The Texas Judge Who Lost His Mind over a Jury’s “Bizarre” Verdict

A file photo of a gavel.

Photo by Joe Raedle/Getty Images

In August, I brought you the story of four-time “Worst Judge” honoree Amy Salerno, the pride of Franklin County (Ohio) Municipal Court, who allegedly berated a jury after they delivered a verdict she didn’t like. “Ninety-nine percent of the time, the jury is correct. Now it’s 98 percent. You got this wrong,” Salerno reportedly said, after the jury found a defendant in a misdemeanor assault case not guilty. I’m sure that plenty of judges have, at one point or another, wanted to chastise a jury for its stupidity, but Salerno was the only judge I’d ever heard of who actually did it. Well, until now.

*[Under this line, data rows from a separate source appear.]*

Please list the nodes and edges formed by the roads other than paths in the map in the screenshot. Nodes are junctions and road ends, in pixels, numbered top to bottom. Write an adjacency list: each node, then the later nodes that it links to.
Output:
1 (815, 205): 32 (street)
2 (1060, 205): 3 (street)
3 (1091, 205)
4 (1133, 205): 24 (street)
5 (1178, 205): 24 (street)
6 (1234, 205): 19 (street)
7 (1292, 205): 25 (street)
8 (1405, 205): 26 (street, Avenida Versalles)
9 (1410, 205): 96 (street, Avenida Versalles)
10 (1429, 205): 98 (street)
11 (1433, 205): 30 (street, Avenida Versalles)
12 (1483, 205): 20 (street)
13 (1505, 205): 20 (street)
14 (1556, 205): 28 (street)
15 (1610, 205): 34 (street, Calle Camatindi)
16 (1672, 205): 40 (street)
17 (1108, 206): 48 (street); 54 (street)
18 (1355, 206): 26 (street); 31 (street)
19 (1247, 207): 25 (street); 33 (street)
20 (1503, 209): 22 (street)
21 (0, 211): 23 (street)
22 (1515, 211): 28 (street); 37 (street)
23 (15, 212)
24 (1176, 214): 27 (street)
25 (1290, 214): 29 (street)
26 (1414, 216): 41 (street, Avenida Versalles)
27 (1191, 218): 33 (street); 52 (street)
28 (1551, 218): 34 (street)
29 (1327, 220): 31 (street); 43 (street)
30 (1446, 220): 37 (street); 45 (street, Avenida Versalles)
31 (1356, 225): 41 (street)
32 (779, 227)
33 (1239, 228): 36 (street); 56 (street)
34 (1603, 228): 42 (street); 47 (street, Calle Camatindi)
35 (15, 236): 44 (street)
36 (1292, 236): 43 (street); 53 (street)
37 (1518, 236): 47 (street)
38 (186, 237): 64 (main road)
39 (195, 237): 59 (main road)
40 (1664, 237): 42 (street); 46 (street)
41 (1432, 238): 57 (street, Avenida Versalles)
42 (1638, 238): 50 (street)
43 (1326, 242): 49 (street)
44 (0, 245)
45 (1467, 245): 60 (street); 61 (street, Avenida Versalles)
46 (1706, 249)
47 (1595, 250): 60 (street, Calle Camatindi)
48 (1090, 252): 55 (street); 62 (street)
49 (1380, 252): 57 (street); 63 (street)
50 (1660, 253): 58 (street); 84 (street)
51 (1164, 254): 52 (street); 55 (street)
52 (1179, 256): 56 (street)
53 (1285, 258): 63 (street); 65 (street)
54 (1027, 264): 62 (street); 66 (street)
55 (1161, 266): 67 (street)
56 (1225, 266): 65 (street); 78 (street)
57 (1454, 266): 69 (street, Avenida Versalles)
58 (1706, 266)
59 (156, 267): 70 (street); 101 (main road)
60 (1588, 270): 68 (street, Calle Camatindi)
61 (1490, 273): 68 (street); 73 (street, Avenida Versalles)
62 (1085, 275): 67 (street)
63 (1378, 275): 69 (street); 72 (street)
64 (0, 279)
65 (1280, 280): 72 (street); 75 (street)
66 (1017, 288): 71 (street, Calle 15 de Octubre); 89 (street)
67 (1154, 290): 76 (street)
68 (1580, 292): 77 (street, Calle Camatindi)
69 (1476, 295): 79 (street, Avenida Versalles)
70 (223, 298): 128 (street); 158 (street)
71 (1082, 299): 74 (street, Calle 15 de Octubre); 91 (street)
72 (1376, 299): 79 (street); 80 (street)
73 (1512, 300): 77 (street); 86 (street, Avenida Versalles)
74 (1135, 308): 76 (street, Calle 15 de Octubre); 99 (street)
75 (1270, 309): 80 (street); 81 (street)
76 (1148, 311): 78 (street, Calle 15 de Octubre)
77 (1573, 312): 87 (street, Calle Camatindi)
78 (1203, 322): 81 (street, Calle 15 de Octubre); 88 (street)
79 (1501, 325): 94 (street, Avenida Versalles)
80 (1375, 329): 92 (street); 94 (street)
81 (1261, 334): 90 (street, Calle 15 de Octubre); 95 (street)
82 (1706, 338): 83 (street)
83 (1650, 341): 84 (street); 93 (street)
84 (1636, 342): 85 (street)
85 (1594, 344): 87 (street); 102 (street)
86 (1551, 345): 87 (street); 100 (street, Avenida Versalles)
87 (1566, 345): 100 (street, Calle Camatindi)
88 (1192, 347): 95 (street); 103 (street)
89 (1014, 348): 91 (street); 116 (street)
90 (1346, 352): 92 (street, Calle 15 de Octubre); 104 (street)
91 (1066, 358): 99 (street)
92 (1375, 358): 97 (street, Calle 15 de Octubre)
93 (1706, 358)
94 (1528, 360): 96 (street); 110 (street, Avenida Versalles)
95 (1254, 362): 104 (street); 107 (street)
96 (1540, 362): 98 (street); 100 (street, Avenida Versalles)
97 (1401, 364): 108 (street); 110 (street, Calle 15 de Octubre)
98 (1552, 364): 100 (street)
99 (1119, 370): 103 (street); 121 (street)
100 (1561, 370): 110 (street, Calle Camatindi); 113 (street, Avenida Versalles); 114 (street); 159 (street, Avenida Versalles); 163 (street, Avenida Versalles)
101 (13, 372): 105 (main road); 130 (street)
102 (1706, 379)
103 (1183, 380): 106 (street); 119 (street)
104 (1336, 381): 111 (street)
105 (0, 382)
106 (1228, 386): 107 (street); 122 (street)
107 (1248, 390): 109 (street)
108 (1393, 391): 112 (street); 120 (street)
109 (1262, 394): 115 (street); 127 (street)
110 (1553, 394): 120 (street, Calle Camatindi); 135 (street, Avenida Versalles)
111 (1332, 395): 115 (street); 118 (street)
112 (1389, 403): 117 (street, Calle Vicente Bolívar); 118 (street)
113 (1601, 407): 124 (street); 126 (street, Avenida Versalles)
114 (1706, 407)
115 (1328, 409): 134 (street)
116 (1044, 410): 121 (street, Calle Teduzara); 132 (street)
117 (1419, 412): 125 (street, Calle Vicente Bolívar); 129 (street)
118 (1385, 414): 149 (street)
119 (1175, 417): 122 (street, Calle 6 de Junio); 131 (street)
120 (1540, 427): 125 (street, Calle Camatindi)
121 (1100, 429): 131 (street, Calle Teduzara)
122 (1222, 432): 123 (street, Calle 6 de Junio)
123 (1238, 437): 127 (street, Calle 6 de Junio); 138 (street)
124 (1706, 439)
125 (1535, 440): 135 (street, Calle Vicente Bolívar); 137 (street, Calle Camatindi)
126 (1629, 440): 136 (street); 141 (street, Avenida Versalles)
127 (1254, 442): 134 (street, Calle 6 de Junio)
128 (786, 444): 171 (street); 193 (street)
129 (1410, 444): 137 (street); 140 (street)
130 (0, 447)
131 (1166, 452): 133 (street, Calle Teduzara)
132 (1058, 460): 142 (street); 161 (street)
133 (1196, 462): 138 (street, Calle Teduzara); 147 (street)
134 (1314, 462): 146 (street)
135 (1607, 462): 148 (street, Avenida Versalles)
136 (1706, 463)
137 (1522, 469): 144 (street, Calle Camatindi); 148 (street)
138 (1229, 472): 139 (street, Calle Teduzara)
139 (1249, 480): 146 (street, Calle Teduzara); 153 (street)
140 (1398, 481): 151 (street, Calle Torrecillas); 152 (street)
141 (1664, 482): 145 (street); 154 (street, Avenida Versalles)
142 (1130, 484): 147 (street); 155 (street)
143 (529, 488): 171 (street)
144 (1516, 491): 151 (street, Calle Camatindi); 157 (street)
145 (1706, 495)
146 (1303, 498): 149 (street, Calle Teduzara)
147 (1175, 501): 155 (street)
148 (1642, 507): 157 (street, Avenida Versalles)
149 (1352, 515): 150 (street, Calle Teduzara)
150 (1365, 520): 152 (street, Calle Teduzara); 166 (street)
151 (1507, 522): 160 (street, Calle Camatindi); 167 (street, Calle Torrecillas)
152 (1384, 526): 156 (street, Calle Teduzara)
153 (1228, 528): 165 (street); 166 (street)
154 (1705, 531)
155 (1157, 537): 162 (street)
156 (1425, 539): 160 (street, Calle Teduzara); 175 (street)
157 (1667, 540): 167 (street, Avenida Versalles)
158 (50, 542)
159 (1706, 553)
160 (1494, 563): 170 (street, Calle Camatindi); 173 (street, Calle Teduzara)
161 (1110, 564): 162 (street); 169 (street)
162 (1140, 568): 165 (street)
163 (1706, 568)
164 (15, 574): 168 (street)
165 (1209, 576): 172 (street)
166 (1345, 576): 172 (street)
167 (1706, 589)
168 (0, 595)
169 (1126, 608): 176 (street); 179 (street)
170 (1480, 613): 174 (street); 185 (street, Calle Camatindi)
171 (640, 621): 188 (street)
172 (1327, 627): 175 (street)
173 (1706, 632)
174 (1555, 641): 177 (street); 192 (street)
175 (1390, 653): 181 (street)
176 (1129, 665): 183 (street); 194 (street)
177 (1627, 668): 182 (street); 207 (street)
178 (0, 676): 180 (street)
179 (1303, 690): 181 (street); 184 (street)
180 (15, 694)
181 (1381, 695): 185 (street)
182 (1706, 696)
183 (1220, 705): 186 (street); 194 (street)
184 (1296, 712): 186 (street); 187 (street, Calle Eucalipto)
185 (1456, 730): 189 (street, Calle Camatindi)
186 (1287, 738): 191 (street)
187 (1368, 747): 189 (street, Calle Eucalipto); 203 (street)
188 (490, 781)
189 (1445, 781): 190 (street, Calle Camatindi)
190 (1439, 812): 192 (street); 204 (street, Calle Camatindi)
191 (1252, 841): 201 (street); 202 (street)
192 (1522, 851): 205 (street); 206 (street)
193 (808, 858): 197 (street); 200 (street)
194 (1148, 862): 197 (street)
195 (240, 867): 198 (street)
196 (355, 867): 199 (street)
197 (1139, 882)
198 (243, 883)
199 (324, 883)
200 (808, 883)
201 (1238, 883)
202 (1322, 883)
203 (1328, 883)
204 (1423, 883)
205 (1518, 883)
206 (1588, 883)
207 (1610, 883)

Texas Monthly reports on Jerry Ray, a visiting judge in Tarrant County, Texas, who recently presided over what must have seemed to him to be an open-and-shut DWI case. (Texas allows retired judges to be assigned as part-time “visiting” judges in courts across the state.) The defendant had failed an Intoxilyzer test, and, to Judge Ray, his guilt was clear. The jury disagreed, and found the defendant not guilty. According to court transcripts, Ray could not contain his incredulity:

I've been at this such a long time I know better than to get angry. But you just decided to ignore the law and your oath, and you know you did. …
I've been around over 40 years in this profession, tried an awful lot of cases as a defense lawyer, as a prosecutor, and as a judge, and it happens. But this ranks among there as one of the most bizarre verdicts that I've seen. Thank you for your service, and you are excused.

Well, I guess that’s better than “Thank you for your service, and I will hunt you down like dogs.” Judge Ray also accused the jurors of engaging in jury nullification, which they probably didn’t. (“Jury nullification,” as Texas Monthly’s Dan Solomon notes, is when a jury consciously disregards evidence and/or the applicable laws in order to make some broader social point. The jury in this DWI case probably just didn’t trust the Intoxilyzer results, which is not an unreasonable objection.) And he lectured the lucky defendant on the perils of underage drinking, even though he was 21. The only thing better than a dyspeptic judge is a dyspeptic judge with a shaky grasp on the facts.

While this is all very entertaining, chastising jurors in open court is clearly conduct unbecoming of a judge, even a visiting judge who is getting too old for this shit. Stories like these are noteworthy because they remind us just how much latitude a judge has in his or her courtroom, and how few consequences they face for outlandish behavior. Even after the courtroom outburst that drew national media attention and disapproval from her judicial supervisor, Judge Amy Salerno was re-elected this month with almost 60 percent of the vote. Maybe the public likes it when judges speak their mind.